For most of us, the gut reaction to facing or avoiding our fears looks like giving it just enough attention to know we can survive it, even though it feels as if we might die in the process (re-enter the scene of younger me repeating a terrifying passage over and over and over to prove I would live through it even though it certainly never felt like I would).
What if we the answer was to actually lean into the very root of our self-conscious realizations? To find a pivot point in the awkwardness and use it as the sturdy support for moving through whatever it is that triggers our sense of awareness to rest outside of ourselves?
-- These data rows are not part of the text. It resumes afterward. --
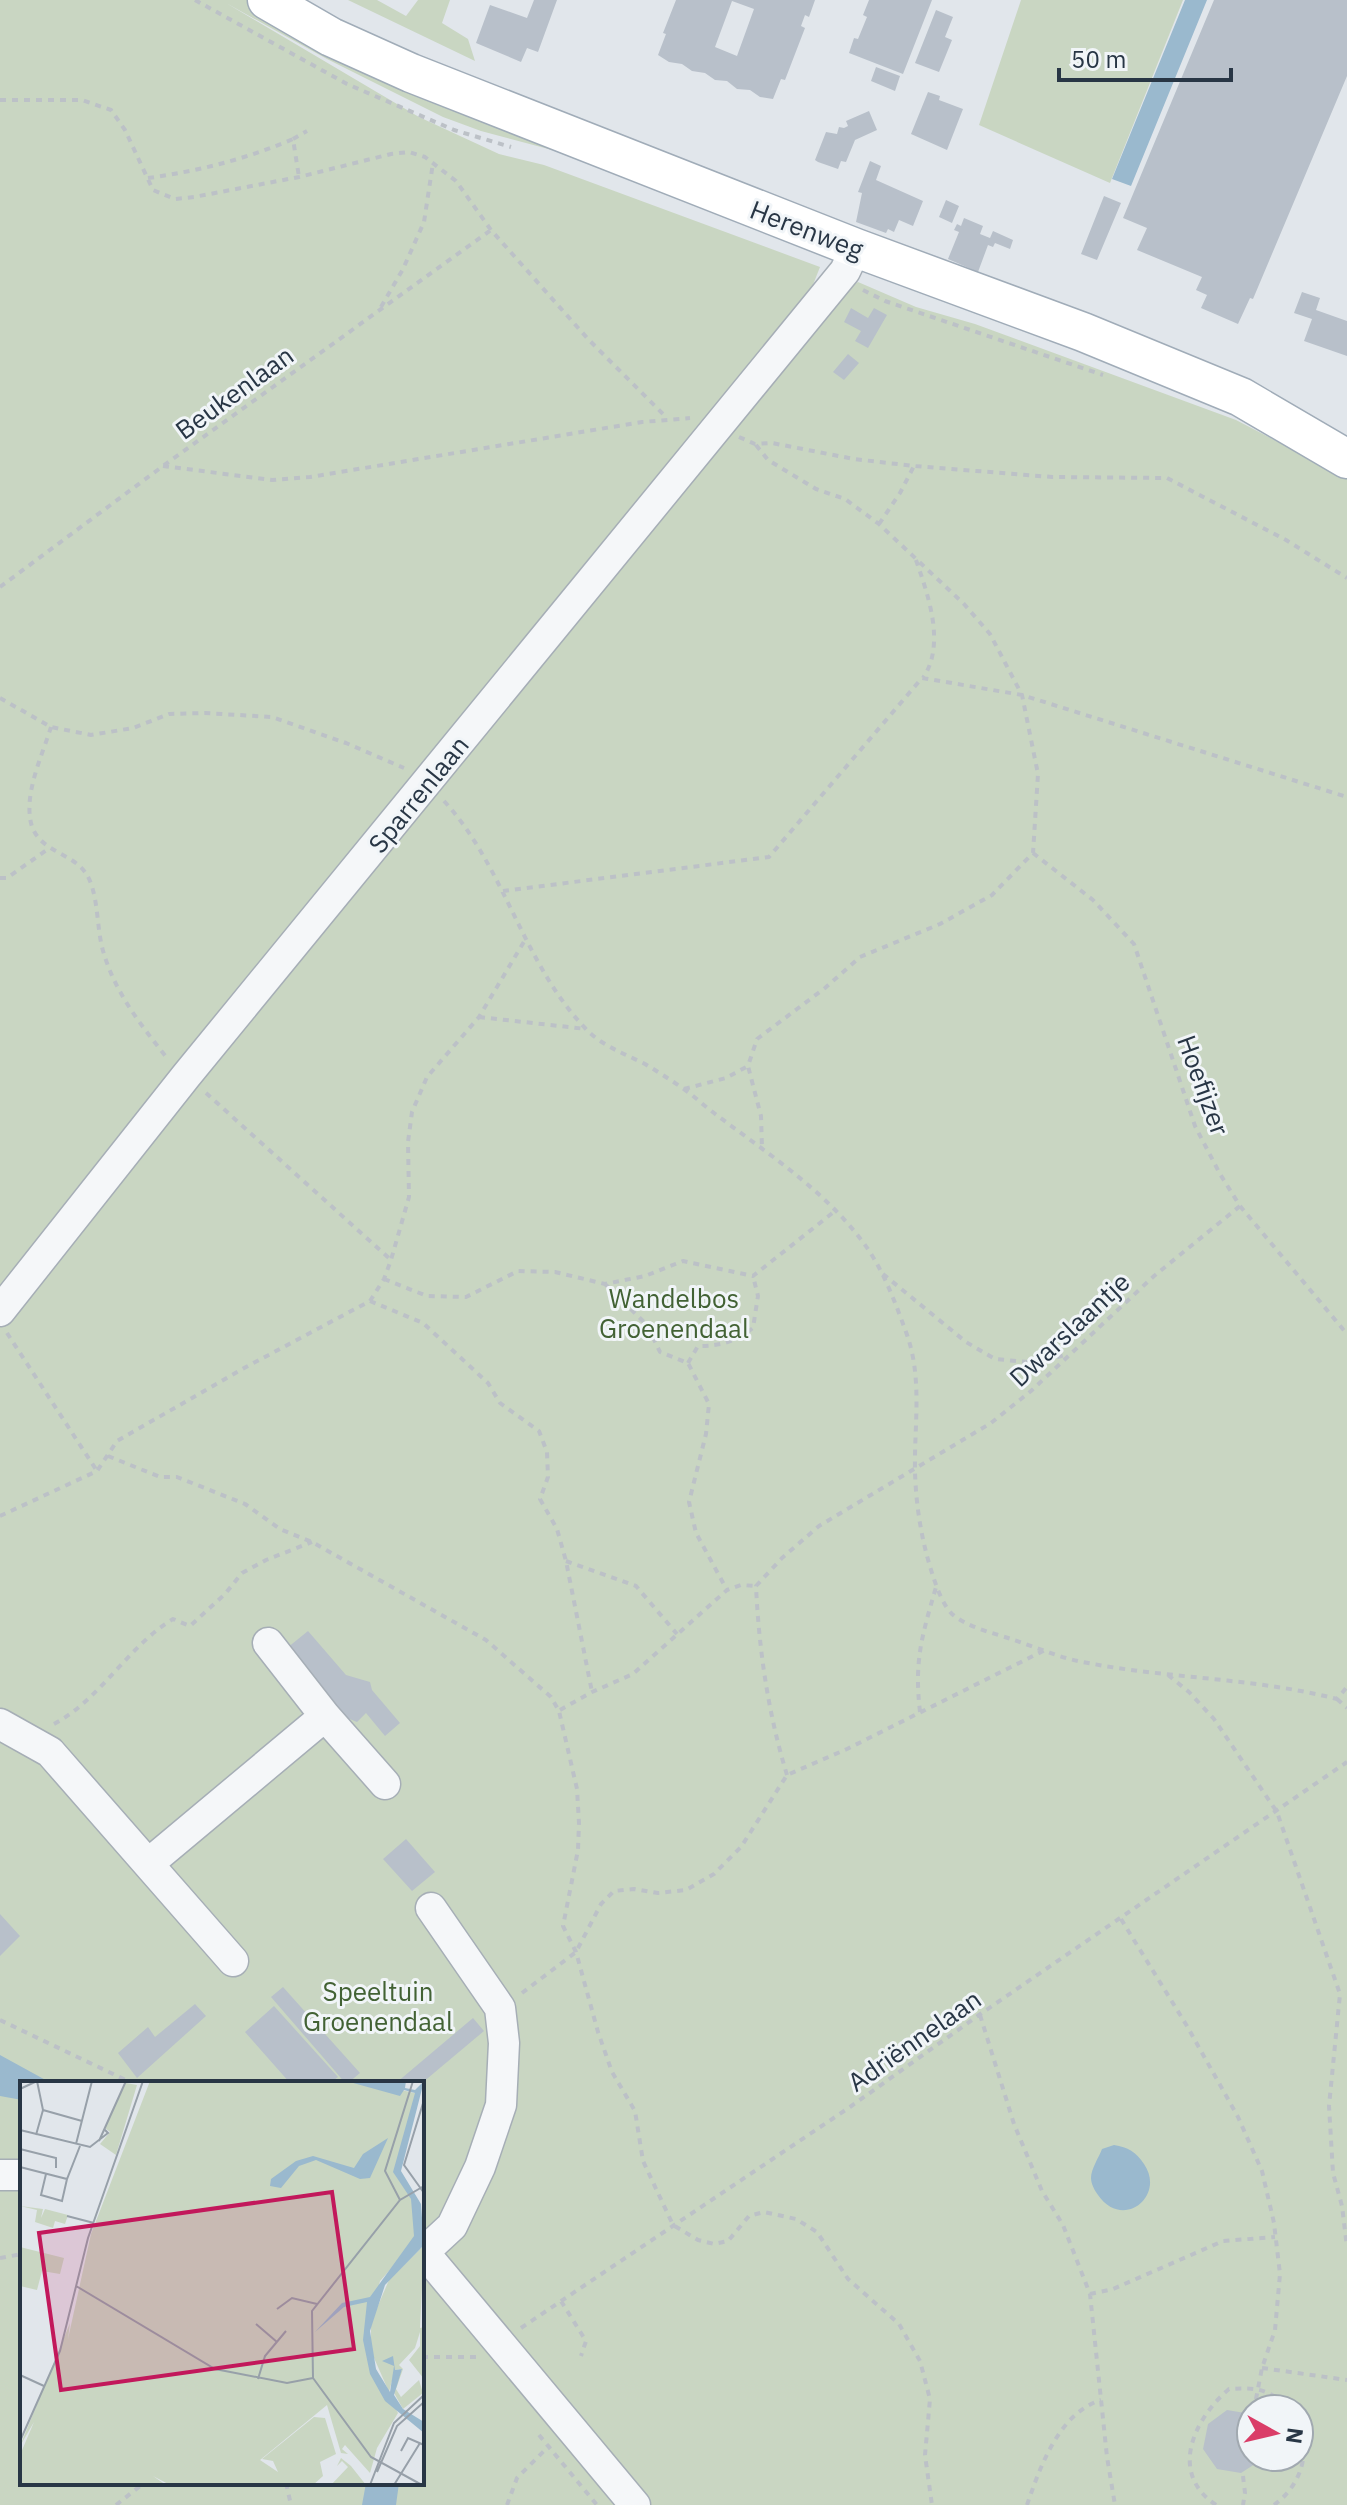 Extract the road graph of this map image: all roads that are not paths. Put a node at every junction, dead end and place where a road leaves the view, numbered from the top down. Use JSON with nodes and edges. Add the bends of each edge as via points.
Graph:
{"nodes":[{"id":1,"x":267,"y":0,"type":"edge"},
{"id":2,"x":847,"y":264,"type":"junction"},
{"id":3,"x":1347,"y":459,"type":"edge"},
{"id":4,"x":0,"y":1311,"type":"edge"},
{"id":5,"x":268,"y":1643,"type":"dead end"},
{"id":6,"x":325,"y":1716,"type":"junction"},
{"id":7,"x":2,"y":1725,"type":"edge"},
{"id":8,"x":385,"y":1784,"type":"dead end"},
{"id":9,"x":148,"y":1864,"type":"junction"},
{"id":10,"x":431,"y":1908,"type":"dead end"},
{"id":11,"x":233,"y":1961,"type":"dead end"},
{"id":12,"x":424,"y":2250,"type":"edge"},
{"id":13,"x":424,"y":2252,"type":"edge"},
{"id":14,"x":635,"y":2505,"type":"edge"}],
"edges":[{"from":1,"to":2,"type":"main road","name":"Herenweg","via":[[331,37]]},
{"from":2,"to":3,"type":"main road","name":"Herenweg","via":[[1083,332],[1248,400]]},
{"from":2,"to":4,"type":"street","name":"Sparrenlaan"},
{"from":5,"to":6,"type":"street"},
{"from":6,"to":8,"type":"street"},
{"from":6,"to":9,"type":"street"},
{"from":7,"to":9,"type":"street","via":[[50,1752]]},
{"from":9,"to":11,"type":"street"},
{"from":10,"to":12,"type":"street","via":[[500,2008],[504,2043],[501,2105],[480,2167],[452,2226]]},
{"from":13,"to":14,"type":"street","via":[[499,2343],[559,2437]]}]} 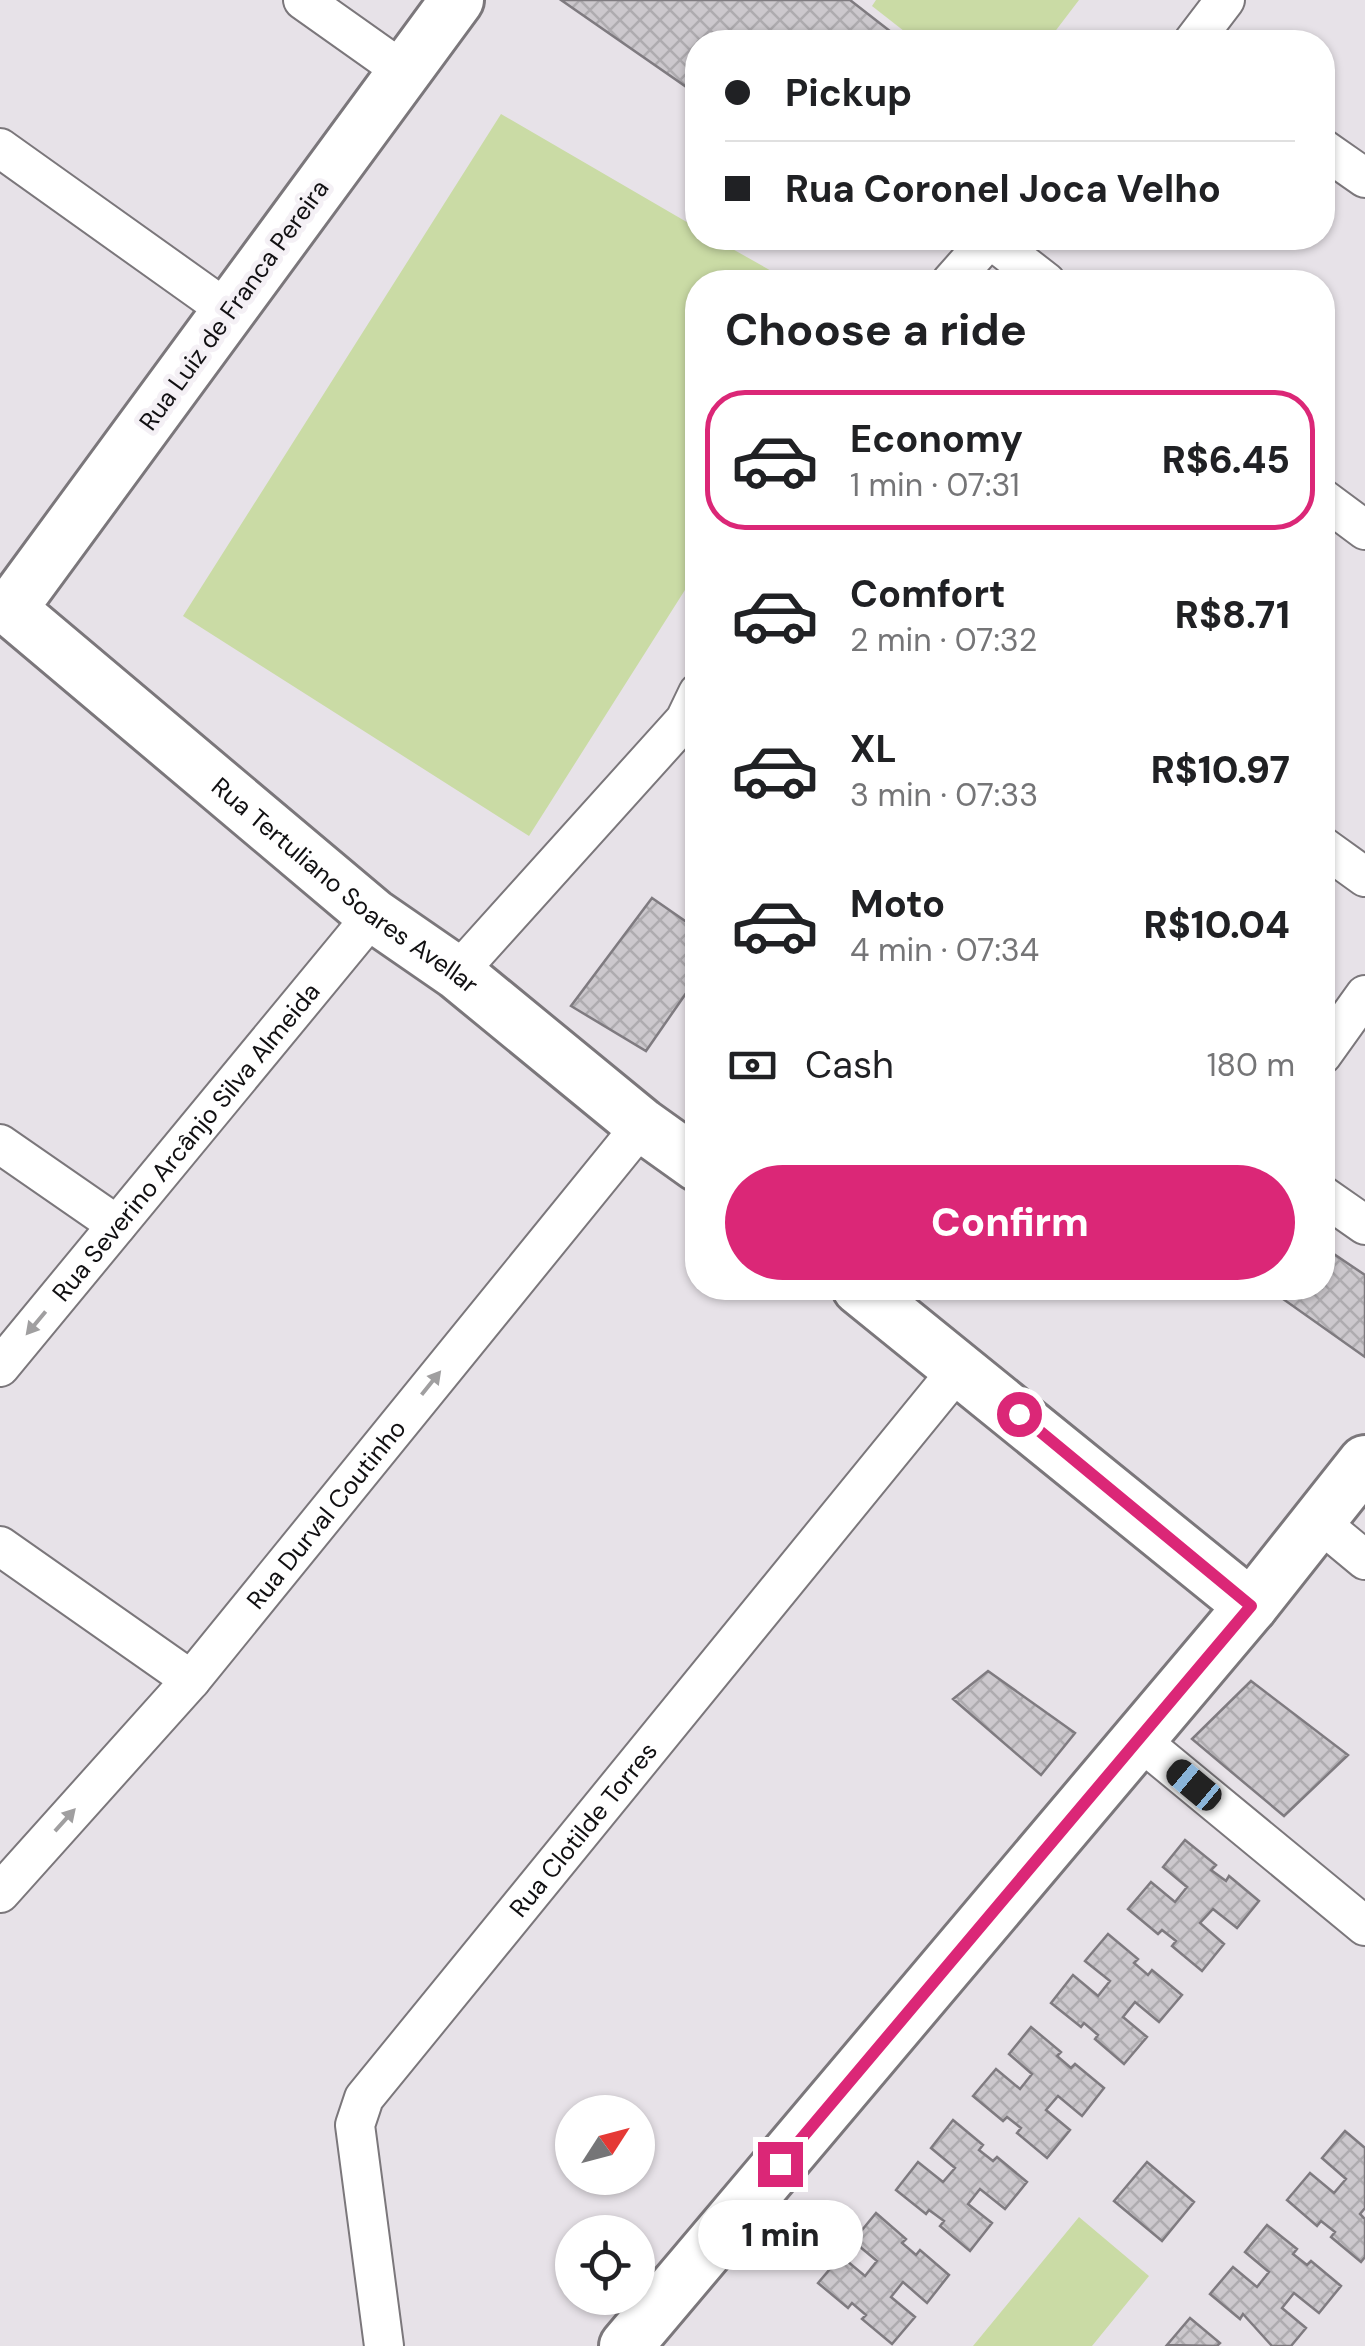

In application, this process of leaning in can be both physical and mental, one or the other, or a balance of both depending on what you are dealing with. If you are finding that your mind is jumping away from the page or the act of playing when you reach something hard, perhaps the solution that allows you to lean on the discomfort is training your eyes not to jump away or ahead by playing slowly and focusing on seeing what is difficult that you normally avoid looking at it. Maybe you get to know it well enough that you can see the image of the notes when you close your eyes. Instead of relying on your vision in the moment, you can store the image mentally and help override what happens to your reading in real time.
If you are struggling with the physicality of a difficult passage, knowing the line well enough to see and hear it without the page may still give you confidence. You might also need to truly lean in to the physical act. That can look like understanding the correct balance of the instrument between your right to left hand to allow your fingers to move freely, correlating where your air is directed in the passage with how your fingers land on the note they want to avoid, removing any unnecessary movements, or becoming comfortable enough with something awkward that you truly know what allows you to successfully execute the combination.
In the process of discovering what mental and physical actions will move us through our discomfort, we still may not remove it entirely. We will, however, overlay what sent us spiraling in the first place with new sensations and touchstones. Instead of discomfort occupying the primary place in our view, our mind and body is now occupied with the specifics of what we are doing in this very distinct and singular moment.
Where our instinct is to be avoidant, the answer is not blind repetition or hope but detail. We find the detail through the process of solving as opposed to doing. Doing feeds the sense that something can still go wrong, that judgements will still be made by the audience we’re imagining. Solving, however, trains us in repeatable thoughts and actions - neural pathways we can strengthen and trust that are independent of how we feel.
Simply repeating things that make us feel uncomfortable, nervous, or unprepared can’t change or eliminate those feelings. Solving as much as we can about what gives us these feelings won’t change or eliminate them either, but it will teach us to co-exist with them. If we do this enough, it can teach us to use our discomfort as a foundation to finding ease in challenging tasks and moments, and in ourselves.
I still experience those flashes of worry, fear, and discomfort, but now I know that they can be helpful - illuminating exactly what needs my attention and solving skills so that those places can become pillars of security. I’ve learned to lean on where I waver and predict failure and trust the process of solving, and I believe you can, too.